╭─ Data supplied

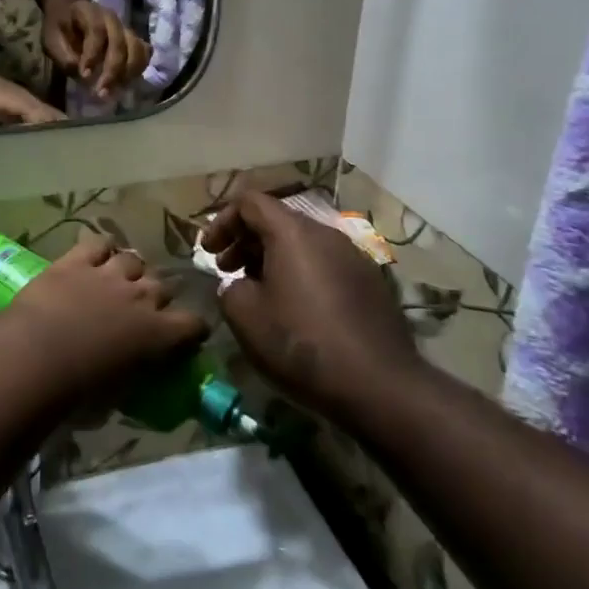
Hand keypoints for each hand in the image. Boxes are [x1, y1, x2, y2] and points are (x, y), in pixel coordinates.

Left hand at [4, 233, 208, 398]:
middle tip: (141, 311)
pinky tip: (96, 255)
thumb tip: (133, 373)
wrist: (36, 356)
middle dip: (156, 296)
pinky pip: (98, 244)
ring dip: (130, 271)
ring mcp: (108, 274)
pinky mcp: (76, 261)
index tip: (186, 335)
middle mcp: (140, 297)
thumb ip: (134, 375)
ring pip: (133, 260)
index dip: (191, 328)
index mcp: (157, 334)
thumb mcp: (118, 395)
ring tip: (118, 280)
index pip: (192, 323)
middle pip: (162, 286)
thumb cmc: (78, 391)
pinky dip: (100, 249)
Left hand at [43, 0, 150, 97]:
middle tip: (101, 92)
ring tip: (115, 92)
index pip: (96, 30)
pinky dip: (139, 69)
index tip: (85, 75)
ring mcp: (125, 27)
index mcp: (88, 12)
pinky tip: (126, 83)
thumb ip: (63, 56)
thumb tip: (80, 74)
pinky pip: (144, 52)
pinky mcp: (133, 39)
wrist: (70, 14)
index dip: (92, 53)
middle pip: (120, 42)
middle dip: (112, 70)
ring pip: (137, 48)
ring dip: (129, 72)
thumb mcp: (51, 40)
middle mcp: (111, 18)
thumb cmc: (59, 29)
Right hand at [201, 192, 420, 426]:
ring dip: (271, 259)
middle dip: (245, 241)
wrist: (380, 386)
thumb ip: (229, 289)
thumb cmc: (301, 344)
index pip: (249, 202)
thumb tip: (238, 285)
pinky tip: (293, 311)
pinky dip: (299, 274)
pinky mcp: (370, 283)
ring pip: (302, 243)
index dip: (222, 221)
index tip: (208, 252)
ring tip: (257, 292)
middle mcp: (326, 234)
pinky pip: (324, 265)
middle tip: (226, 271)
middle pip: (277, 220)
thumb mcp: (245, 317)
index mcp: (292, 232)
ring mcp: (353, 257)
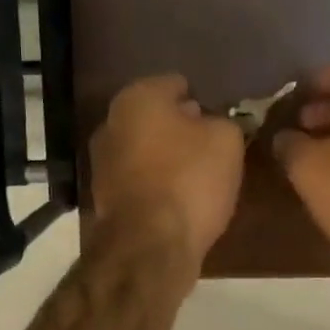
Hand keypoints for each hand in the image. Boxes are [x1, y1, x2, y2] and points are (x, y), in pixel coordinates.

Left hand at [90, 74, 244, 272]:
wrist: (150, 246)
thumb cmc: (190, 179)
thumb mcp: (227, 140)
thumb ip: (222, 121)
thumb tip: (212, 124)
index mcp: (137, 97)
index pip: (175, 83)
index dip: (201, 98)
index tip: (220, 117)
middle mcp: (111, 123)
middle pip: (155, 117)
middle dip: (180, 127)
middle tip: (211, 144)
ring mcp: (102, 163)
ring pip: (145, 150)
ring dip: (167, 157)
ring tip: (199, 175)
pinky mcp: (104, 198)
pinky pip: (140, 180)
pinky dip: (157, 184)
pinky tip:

╰─
╭─ Data supplied

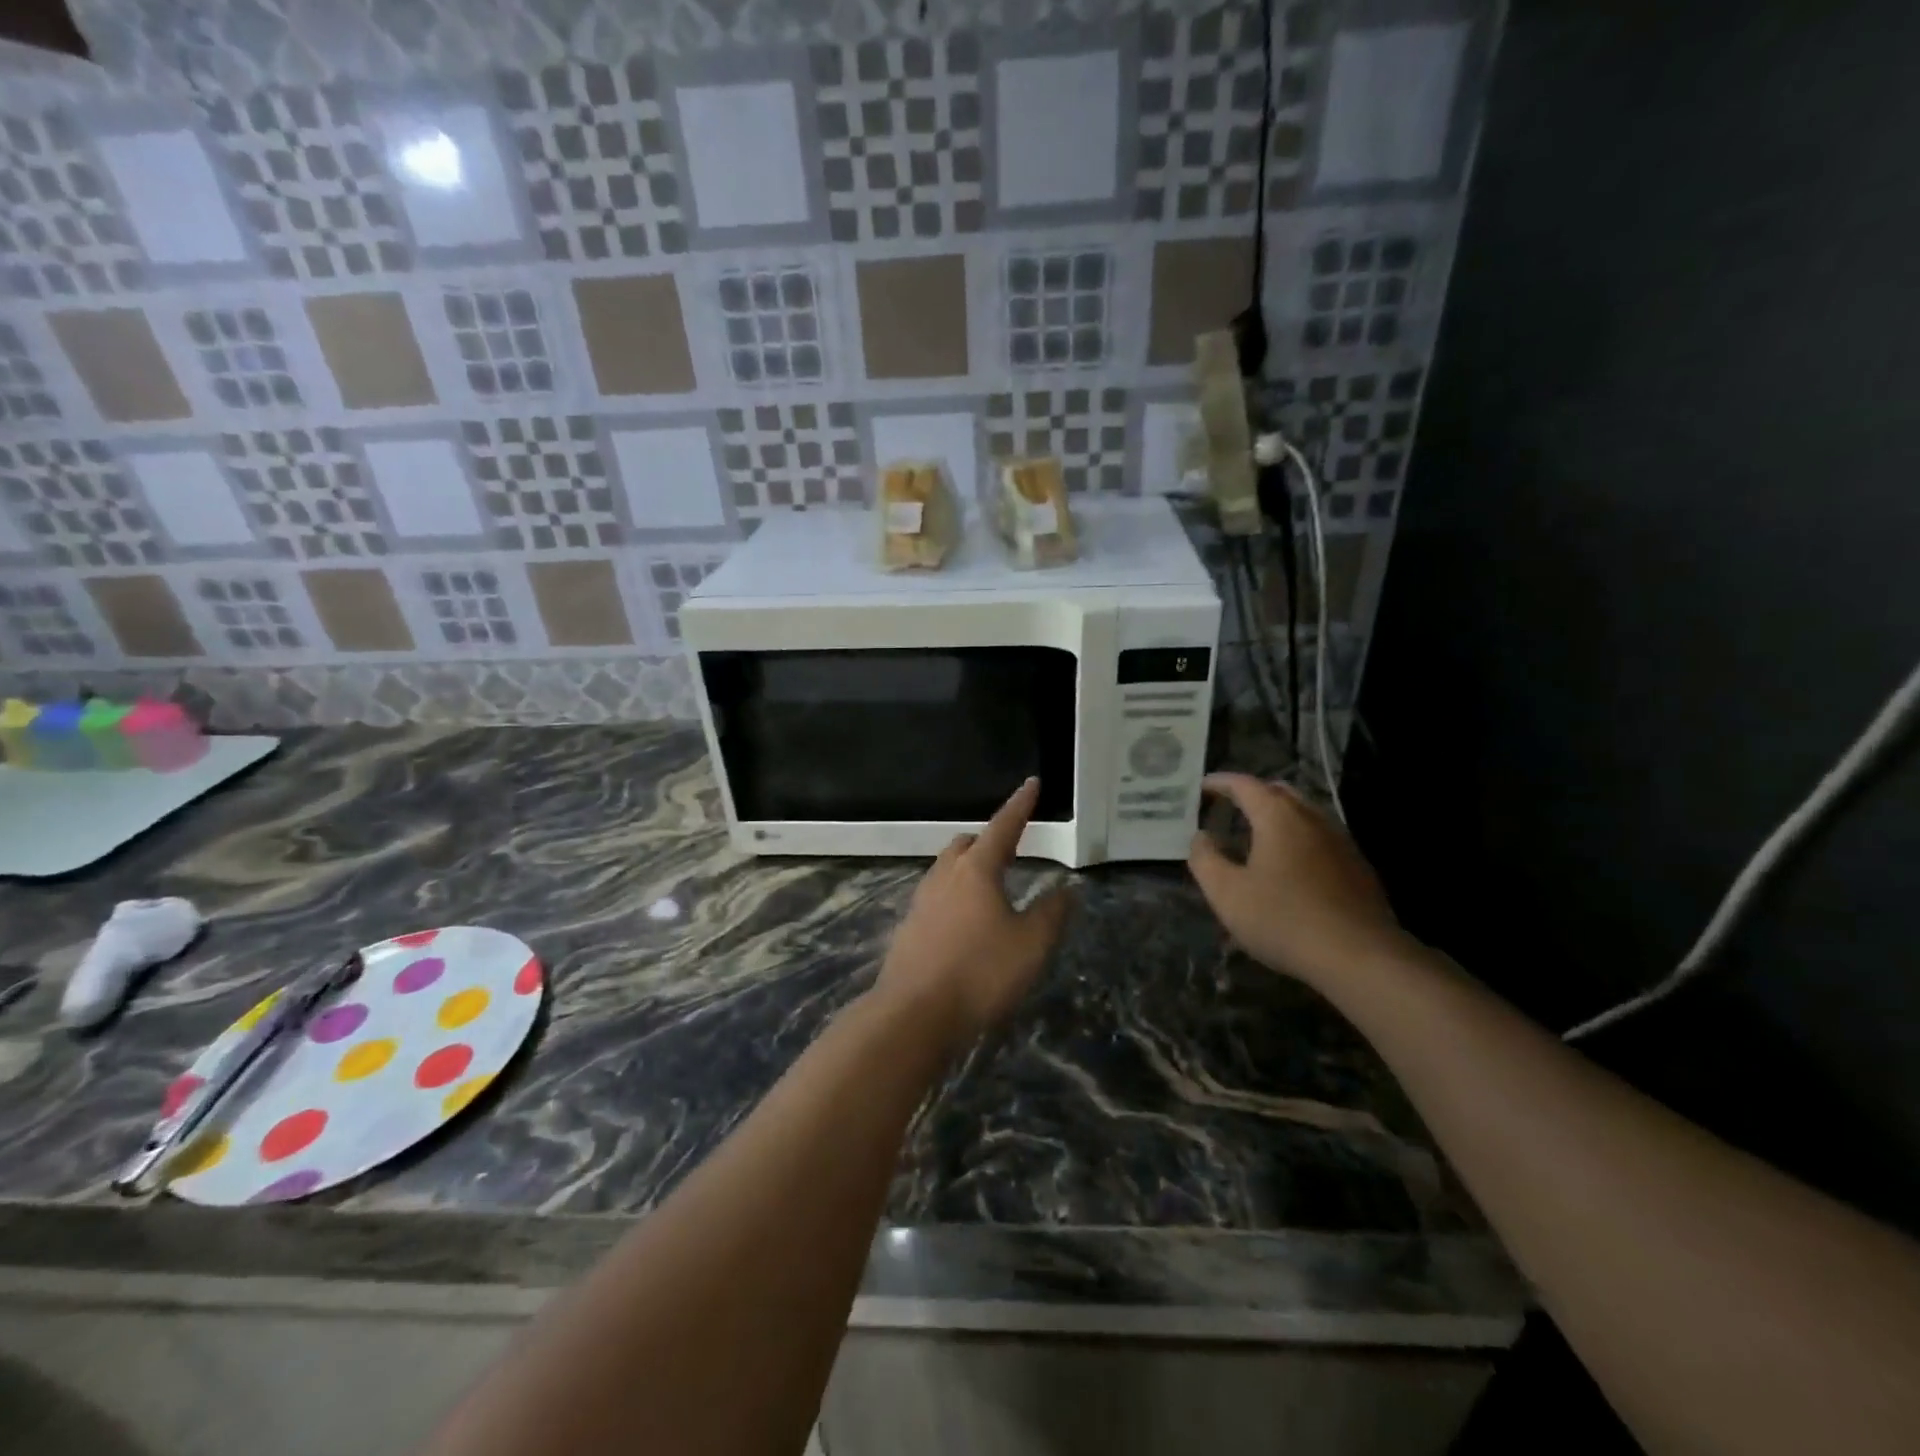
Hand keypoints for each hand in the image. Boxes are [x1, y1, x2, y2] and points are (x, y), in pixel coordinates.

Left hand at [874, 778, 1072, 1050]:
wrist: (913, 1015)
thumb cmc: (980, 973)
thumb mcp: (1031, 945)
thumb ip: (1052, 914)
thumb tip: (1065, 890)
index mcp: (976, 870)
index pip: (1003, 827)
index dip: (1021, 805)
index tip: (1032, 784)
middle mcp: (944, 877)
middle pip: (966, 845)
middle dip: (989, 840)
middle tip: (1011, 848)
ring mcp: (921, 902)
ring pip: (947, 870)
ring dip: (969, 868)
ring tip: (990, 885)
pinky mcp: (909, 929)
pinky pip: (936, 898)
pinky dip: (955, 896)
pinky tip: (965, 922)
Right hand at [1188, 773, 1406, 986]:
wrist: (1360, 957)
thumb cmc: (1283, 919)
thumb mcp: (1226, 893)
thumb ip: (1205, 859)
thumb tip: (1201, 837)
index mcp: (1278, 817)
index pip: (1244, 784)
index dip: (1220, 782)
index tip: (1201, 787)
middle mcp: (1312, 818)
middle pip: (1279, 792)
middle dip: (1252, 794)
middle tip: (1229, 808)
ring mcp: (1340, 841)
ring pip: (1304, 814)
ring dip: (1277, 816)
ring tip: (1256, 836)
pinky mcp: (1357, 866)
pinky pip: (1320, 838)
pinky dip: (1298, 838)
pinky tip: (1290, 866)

╰─
╭─ Data supplied

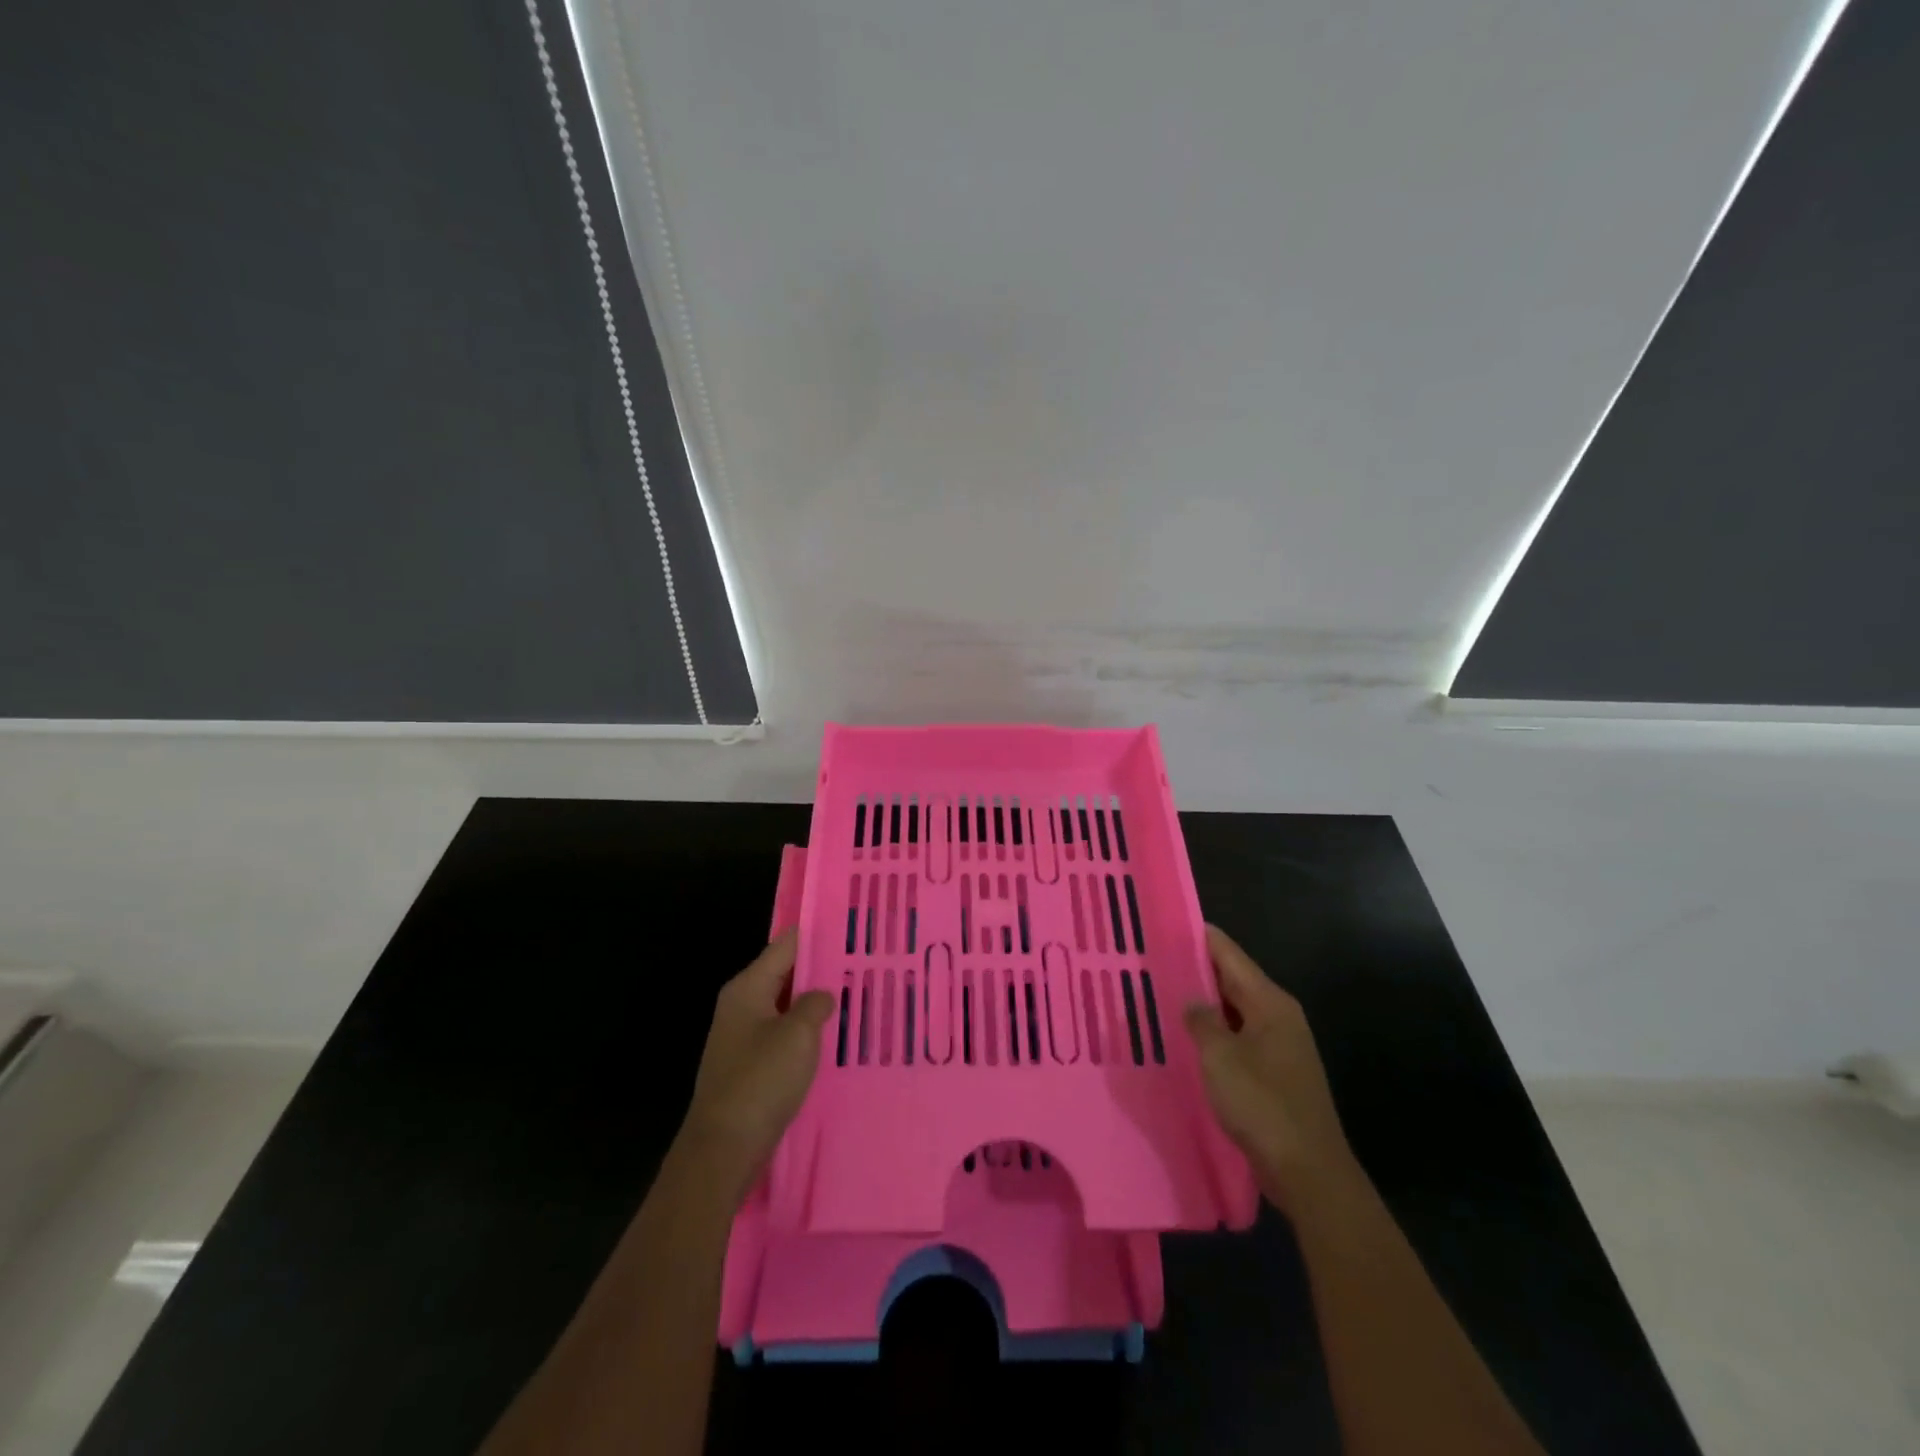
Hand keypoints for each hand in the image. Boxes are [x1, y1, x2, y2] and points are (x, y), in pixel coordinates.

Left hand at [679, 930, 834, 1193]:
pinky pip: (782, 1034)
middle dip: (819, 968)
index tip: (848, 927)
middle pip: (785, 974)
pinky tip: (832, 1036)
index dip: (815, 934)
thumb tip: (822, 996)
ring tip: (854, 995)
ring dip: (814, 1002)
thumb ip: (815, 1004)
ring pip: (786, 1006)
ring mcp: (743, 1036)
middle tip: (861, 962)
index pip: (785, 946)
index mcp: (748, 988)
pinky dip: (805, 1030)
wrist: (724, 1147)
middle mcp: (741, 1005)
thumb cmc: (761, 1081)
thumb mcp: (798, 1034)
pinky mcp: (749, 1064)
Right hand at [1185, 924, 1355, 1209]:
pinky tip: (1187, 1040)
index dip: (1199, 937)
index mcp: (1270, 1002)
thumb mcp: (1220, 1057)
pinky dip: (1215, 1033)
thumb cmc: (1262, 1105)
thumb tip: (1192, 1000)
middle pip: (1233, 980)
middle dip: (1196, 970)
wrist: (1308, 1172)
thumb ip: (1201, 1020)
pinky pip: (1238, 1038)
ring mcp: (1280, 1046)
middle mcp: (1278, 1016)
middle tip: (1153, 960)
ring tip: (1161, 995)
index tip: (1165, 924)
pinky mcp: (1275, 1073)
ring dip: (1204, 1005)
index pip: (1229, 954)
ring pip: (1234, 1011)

╰─

■ **Directions for this task**:
Output exactly the lines of the material above from the one containing "ring mcp: (1280, 1046)" up to and including the one containing "ring pip: (1234, 1011)".

■ **Answer section**:
ring mcp: (1280, 1046)
middle mcp: (1278, 1016)
middle tip: (1153, 960)
ring tip: (1161, 995)
index tip: (1165, 924)
pinky mcp: (1275, 1073)
ring dip: (1204, 1005)
index pip: (1229, 954)
ring pip: (1234, 1011)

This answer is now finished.